There weren‘t many of them on the lake even then, the government had put them somewhere, corralled them, but there was one family left. Every year they would visit the lake in blueberry season and visit the good places the same way we did, condensing as though from the air, five or six of them in a weatherbeaten canoe: father in the stern, head wizened and corded like a dried root, mother with her gourd body and hair pared back to her nape, the rest children or grandchildren. They would check to see how many blueberries there were, faces neutral and distanced, but when they saw that we were picking they moved on, gliding unhurried along near the shore and then disappearing around a point or into a bay as though they had never been there. No one knew where they lived during the winter; once though we passed two of the children standing by the side of the road with tin cans of blueberries for sale. It never occurred to me till now that they must have hated us. (Atwood 85-6)


The culture of the local First Nations has decayed; in its place comes the protagonist, who as an adolescent “memorized survival manuals, How To Stay Alive in the Bush, Animal Tracks and Signs, The Woods in Winter, at the age when the ones in the city were reading True Romance magazines” (Atwood 48), now a woman who could claim as much a right to this, her “home ground, [their] foreign territory” as any of the non-aboriginals. In the course of her revelation, she rejects the accoutrements of civilization at the cabin, breaking breakable goods and tearing the clothing, particularly destroying her father’s books and “[e]verything from history” (Atwood 176).

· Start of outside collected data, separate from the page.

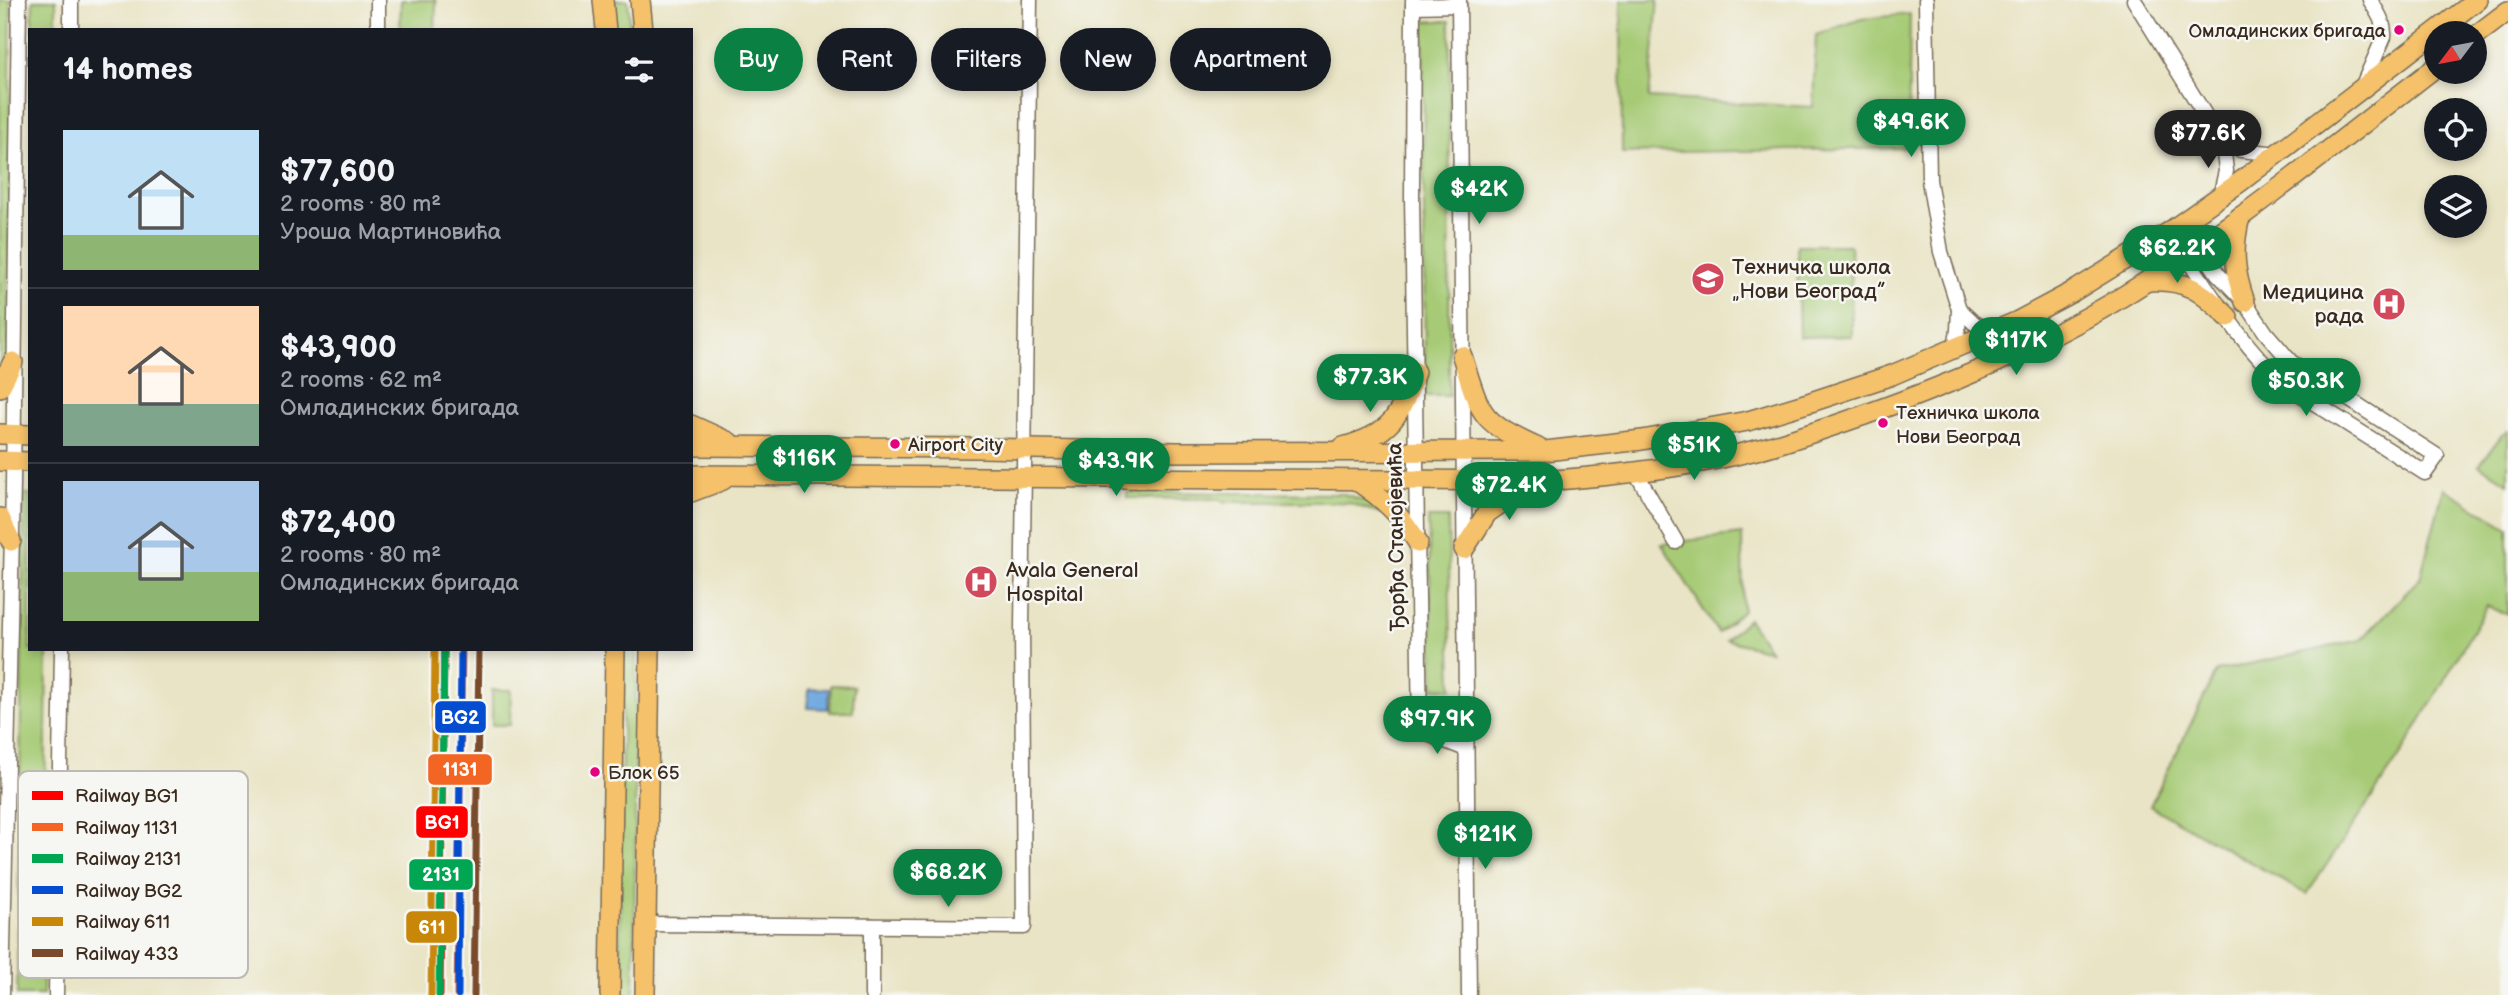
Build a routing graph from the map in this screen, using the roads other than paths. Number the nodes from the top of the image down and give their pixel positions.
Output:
1 (19, 0) edge
2 (71, 0) edge
3 (378, 0) edge
4 (603, 0) edge
5 (640, 0) edge
6 (1030, 0) edge
7 (1926, 0) edge
8 (2134, 0) edge
9 (2370, 0) edge
10 (2477, 0) edge
11 (1413, 3) edge
12 (1459, 3) edge
13 (2508, 11) edge
14 (2487, 27) edge
15 (71, 28) edge
16 (378, 28) edge
17 (606, 28) edge
18 (643, 28) edge
19 (2424, 76) edge
20 (2361, 88) junction
21 (2223, 144) junction
22 (2278, 154) junction
23 (2220, 197) junction
24 (2240, 217) junction
25 (2175, 227) junction
26 (2192, 251) junction
27 (2147, 281) junction
28 (2245, 302) junction
29 (1959, 309) junction
30 (2228, 317) junction
31 (1992, 333) junction
32 (1955, 349) junction
33 (1462, 356) junction
34 (13, 362) junction
35 (1415, 372) junction
36 (0, 387) edge
37 (693, 426) edge
38 (14, 434) edge
39 (693, 446) edge
40 (740, 447) junction
41 (1023, 450) junction
42 (1416, 452) junction
43 (1463, 452) junction
44 (1545, 452) junction
45 (1323, 453) junction
46 (14, 461) edge
47 (1635, 471) junction
48 (693, 475) edge
49 (739, 475) junction
50 (1023, 478) junction
51 (1357, 480) junction
52 (1416, 480) junction
53 (1464, 480) junction
54 (1542, 481) junction
55 (693, 491) edge
56 (0, 518) edge
57 (11, 541) junction
58 (1676, 542) dead end
59 (1418, 543) junction
60 (1464, 549) junction
61 (62, 651) edge
62 (615, 651) edge
63 (650, 651) edge
64 (1466, 749) junction
65 (60, 771) edge
66 (646, 924) junction
67 (872, 926) junction
68 (2, 995) edge
69 (610, 995) edge
70 (645, 995) edge
71 (872, 995) edge
72 (1469, 995) edge

1 - 34 street
2 - 15 street
3 - 16 street
4 - 17 main road
5 - 18 main road
6 - 41 street
7 - 29 street
8 - 21 street
9 - 20 street
10 - 20 main road
11 - 12 street
11 - 35 street, Ђорђа Станојевића
12 - 33 street
13 - 14 main road
19 - 24 main road
20 - 22 main road
21 - 22 street
21 - 23 street
22 - 23 main road
23 - 25 main road
24 - 26 main road
24 - 28 main road
25 - 26 street
25 - 31 main road
26 - 27 main road
26 - 28 street
26 - 30 street
27 - 30 main road
27 - 47 main road
28 - 30 street
29 - 31 street
29 - 32 street
31 - 32 main road
32 - 44 main road
33 - 43 street
33 - 44 main road
34 - 36 main road
34 - 38 street
35 - 42 street, Ђорђа Станојевића
35 - 45 main road
37 - 40 main road
38 - 46 street
39 - 40 main road
40 - 41 main road
41 - 45 main road
41 - 50 street
42 - 43 main road
42 - 45 main road
42 - 52 street, Ђорђа Станојевића
43 - 44 main road
43 - 53 street
46 - 57 street
47 - 54 main road
47 - 58 street
48 - 49 main road
49 - 50 main road
49 - 55 main road
50 - 51 main road
50 - 67 street
51 - 52 main road
51 - 59 main road
52 - 53 main road
52 - 59 street, Ђорђа Станојевића
53 - 54 main road
53 - 60 street
54 - 60 main road
56 - 57 main road
57 - 68 street
59 - 64 street, Ђорђа Станојевића
60 - 64 street
61 - 65 street
62 - 69 main road
63 - 66 main road
64 - 72 street
66 - 67 street
66 - 70 main road
67 - 71 street

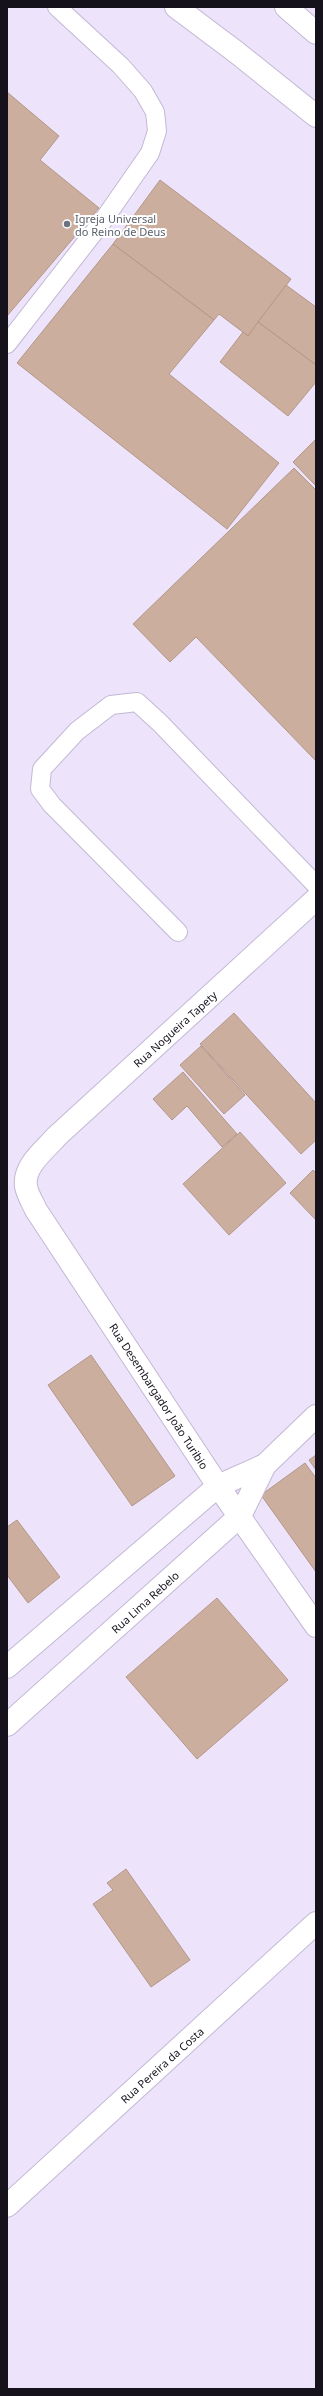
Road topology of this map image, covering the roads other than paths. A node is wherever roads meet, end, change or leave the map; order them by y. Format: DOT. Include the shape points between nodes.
graph roads {
  1 [pos="57,7"];
  2 [pos="176,7"];
  3 [pos="195,7"];
  4 [pos="286,7"];
  5 [pos="316,33"];
  6 [pos="236,52"];
  7 [pos="316,116"];
  8 [pos="7,344"];
  9 [pos="316,885"];
  10 [pos="316,899"];
  11 [pos="178,932"];
  12 [pos="35,1160"];
  13 [pos="316,1416"];
  14 [pos="265,1465"];
  15 [pos="218,1486"];
  16 [pos="240,1516"];
  17 [pos="316,1626"];
  18 [pos="7,1667"];
  19 [pos="7,1726"];
  20 [pos="316,1923"];
  21 [pos="7,2206"];
  1 -- 8 [label="lane" via="121,66 143,91 155,112 157,131 150,153 102,222"];
  2 -- 6 [label="street"];
  3 -- 6 [label="street"];
  4 -- 5 [label="street"];
  6 -- 7 [label="street"];
  9 -- 11 [label="lane" via="137,702 111,705 77,731 42,769 40,789 52,805"];
  10 -- 12 [label="street, Rua Nogueira Tapety" via="57,1136"];
  12 -- 15 [label="street, Rua Desembargador João Turibio" via="26,1174 26,1187 36,1210"];
  13 -- 14 [label="street, Rua Lima Rebelo"];
  14 -- 15 [label="street, Rua Lima Rebelo"];
  14 -- 16 [label="street, Rua Lima Rebelo"];
  15 -- 16 [label="street, Rua Desembargador João Turibio"];
  15 -- 18 [label="street, Rua Lima Rebelo"];
  16 -- 17 [label="street, Rua Desembargador João Turibio"];
  16 -- 19 [label="street, Rua Lima Rebelo"];
  20 -- 21 [label="street, Rua Pereira da Costa"];
}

The protagonist identifies the people sent to search for her alternatively as local police, tourists of indeterminate citizenship, or David’s American invaders. She hides as she renounces language and wanders naked, allows the spirits of the north–and the spirits of her dead parents–to communicate with her, to push her through her particular version of a spirit quest and to find herself. Her concern for her potential children–both her aborted fetus and her current pregnancy–plays a crucial role in her development, as her perceived fertility or lack thereof is a potent driver in her development. This concern for fertility and reproduction is equally powerful elsewhere: in Barometer Rising, the reunion of Neil McCrae and Penelope Wain with their child signals the restoration of a morally healthy life and an outlook more strongly rooted in Canada as a whole; in Thirty Acres, Euchariste Moisan’s marriage and fatherhood likewise signals what appears to be the successful reproduction of French Canadian culture even after Moisan’s childhood deprivations, although the later breakdown of his relationship with his children is a powerful signal of the impending collapse of traditional French Canada. The surfacer’s first potential child was aborted, in accordance with the wish of heroverbearing male lover, to allow his further sexual exploitation of her; her epiphany, diving under the water, communicates to her a sense that she is still fertile. In descending into the depths of the lake, she embarked on a spiritual quest; in rising up from the lake waters to the surface, against, she has been purified of her fears and anxieties, cleansed as if by baptism. The protagonist reemerges, still capable of generating new possibilities and communicating these to the broader world,

In the end, the protagonist becomes a messiah, a marginal character whose retreat into the wilderness for an intense and highly individual spiritual experience has culminated in the need for her return. After she finishes dressing herself in her torn clothing, about to join Joe on the boat back to the marginal village, she resolves that she must return “to the city and the pervasive menace, the Americans. They exist, they're advancing, they must be dealt with, but possibly they can be watched and predicted and stopped without being copied” (Atwood 189). The revolutionary potential of the margins have been fulfilled in the protagonist; from the peripheral Canadian Shield, the protagonist returns to the semiperiphery of southern Canada to give birth to her child, physical proof of the new gospel.